According to the Associated Press, MLB favors keeping the “existing provision or changing eligibility to age 29½.”

On-field changes, Manfred said, were “the topic of discussion at the table. We did make a proposal early on about a joint process with respect to on-field changes. We did not make any specific rule-change proposals.

“We are in the process of still evaluating changes, and frankly, based on the discussions at the table, we saw it as another contentious issue and tried to put it to one side in an effort to get to an agreement on the theory that we could deal with it midterm of the next agreement.”

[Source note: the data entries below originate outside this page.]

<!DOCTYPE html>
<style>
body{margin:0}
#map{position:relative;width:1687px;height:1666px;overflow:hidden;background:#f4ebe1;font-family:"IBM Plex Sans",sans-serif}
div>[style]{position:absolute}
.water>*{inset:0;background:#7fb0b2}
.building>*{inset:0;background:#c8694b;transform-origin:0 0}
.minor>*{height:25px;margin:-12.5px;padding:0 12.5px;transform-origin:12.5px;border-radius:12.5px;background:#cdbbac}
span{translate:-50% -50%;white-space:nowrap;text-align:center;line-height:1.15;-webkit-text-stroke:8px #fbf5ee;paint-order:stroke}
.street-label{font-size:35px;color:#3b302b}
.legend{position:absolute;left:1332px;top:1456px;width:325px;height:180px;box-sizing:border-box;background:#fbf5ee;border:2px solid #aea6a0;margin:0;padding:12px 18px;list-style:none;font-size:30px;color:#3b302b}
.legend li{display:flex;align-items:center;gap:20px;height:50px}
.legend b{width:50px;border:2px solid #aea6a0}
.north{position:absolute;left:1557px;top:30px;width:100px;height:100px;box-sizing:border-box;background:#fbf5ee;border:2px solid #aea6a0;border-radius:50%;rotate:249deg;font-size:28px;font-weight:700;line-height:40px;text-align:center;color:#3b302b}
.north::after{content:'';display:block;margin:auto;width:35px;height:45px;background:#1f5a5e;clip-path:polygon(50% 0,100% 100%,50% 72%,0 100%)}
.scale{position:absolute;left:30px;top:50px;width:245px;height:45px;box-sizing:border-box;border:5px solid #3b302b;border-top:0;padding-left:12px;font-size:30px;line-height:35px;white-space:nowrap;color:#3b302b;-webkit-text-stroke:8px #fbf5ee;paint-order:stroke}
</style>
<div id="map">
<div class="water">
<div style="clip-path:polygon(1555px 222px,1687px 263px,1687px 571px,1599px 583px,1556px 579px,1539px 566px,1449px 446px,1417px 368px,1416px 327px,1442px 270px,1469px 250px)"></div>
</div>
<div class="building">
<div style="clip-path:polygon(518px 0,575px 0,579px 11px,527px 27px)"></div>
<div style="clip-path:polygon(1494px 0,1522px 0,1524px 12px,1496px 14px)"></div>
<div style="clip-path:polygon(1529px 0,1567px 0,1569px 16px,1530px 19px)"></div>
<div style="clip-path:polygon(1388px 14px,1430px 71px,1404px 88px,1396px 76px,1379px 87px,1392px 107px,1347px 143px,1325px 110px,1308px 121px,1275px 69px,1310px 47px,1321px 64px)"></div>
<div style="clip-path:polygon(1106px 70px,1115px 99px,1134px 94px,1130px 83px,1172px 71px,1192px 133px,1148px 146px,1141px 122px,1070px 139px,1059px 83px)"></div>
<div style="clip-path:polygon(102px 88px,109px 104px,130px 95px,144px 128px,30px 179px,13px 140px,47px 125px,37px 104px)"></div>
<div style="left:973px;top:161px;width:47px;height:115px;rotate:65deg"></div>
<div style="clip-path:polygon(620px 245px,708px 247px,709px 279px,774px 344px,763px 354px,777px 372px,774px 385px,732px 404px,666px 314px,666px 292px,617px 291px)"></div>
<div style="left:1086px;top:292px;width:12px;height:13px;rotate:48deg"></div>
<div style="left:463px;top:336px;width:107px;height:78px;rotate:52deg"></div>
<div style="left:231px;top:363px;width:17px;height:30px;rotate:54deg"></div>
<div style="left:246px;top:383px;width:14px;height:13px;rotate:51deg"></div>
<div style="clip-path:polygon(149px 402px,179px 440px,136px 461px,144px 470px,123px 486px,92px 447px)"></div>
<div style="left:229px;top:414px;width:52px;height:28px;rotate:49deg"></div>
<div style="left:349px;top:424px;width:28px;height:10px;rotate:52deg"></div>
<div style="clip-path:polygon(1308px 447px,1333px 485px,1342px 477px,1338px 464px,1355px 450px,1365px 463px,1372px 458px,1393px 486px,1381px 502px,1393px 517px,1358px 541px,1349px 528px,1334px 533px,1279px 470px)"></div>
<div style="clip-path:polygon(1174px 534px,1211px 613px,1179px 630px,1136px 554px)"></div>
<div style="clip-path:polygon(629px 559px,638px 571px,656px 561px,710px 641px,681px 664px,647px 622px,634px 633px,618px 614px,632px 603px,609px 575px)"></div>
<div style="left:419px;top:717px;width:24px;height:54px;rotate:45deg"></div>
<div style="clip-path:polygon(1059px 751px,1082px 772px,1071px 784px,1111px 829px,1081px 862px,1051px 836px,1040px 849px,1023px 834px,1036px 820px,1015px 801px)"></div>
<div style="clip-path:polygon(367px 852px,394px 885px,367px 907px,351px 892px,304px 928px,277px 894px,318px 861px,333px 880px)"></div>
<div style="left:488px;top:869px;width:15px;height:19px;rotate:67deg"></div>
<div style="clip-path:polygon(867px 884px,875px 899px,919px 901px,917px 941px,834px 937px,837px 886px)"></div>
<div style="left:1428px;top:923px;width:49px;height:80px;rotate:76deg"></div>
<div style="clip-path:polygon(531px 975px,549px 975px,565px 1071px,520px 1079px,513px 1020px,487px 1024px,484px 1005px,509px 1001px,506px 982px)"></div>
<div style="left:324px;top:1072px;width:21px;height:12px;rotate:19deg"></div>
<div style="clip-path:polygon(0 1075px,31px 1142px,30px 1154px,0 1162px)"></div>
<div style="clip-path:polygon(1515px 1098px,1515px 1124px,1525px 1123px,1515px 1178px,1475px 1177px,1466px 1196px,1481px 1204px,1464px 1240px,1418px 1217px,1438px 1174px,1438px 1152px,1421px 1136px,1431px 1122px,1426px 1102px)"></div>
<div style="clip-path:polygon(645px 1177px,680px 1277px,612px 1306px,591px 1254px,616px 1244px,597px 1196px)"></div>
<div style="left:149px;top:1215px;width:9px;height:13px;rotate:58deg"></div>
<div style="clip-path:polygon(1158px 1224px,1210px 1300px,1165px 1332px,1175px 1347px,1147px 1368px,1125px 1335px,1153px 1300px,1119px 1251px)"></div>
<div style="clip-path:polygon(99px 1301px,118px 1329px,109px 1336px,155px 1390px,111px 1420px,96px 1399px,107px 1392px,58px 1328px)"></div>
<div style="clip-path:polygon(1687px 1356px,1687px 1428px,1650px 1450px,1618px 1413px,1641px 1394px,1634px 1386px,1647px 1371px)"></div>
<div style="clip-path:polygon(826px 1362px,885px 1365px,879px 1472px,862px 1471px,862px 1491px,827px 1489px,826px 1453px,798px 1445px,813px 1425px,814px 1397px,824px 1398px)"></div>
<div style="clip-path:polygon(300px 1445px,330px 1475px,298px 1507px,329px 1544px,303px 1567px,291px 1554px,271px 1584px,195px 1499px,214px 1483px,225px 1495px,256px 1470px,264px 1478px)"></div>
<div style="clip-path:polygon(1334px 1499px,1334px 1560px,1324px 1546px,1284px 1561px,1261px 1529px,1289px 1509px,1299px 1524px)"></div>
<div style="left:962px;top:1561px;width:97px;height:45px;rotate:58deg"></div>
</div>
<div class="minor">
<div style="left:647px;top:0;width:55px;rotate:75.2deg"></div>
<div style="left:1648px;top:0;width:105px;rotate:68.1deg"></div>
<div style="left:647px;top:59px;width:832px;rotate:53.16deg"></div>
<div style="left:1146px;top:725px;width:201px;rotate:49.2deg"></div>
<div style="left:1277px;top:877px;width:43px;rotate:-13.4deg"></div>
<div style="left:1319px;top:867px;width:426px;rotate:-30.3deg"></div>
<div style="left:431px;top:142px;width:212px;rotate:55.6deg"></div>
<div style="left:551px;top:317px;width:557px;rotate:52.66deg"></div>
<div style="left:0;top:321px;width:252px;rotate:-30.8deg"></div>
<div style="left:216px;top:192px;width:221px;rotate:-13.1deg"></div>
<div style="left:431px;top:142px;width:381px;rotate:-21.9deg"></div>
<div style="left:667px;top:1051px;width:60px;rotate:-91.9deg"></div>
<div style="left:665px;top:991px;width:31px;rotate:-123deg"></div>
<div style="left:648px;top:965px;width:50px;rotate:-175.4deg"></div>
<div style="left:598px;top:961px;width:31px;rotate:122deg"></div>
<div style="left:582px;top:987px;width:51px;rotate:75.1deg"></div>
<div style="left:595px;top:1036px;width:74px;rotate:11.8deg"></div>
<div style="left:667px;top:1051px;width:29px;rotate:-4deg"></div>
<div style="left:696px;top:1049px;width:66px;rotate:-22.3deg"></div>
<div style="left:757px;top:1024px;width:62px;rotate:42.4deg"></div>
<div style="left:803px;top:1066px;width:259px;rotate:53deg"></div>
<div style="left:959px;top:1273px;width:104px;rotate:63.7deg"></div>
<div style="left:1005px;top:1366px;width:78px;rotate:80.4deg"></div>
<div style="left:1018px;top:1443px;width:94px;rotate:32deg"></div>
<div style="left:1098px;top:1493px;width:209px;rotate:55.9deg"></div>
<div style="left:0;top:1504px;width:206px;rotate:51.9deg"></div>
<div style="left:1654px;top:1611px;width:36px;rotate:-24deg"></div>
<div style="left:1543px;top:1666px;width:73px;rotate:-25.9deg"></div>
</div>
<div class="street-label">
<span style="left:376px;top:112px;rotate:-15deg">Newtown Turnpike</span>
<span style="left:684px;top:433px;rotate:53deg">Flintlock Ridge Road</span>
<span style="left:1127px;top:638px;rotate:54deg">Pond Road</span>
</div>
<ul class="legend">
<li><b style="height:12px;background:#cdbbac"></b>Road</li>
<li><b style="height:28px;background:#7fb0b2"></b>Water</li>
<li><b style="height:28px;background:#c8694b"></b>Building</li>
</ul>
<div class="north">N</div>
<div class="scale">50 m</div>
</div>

Manfred did not want to speculate on a “drop-dead” deadline to have a deal in place to avoid missing games in 2022. And while saying it was his “hope and expectation that the parties will get back to the table and get an agreement done,” Manfred said no meetings are scheduled.

“I’m disappointed we didn’t get to an agreement,” Manfred said. “I think we’re in a process. I’m prepared to continue that process, and I’m optimistic that we’re going to get a deal.”

As for the relationship between MLB and the players association, Manfred said, “The whole relationship issue, I think people put way too much emphasis on that issue. At the end of the day it’s about the substance. We’re here, they’re there. We need to find a way to bridge the gap.”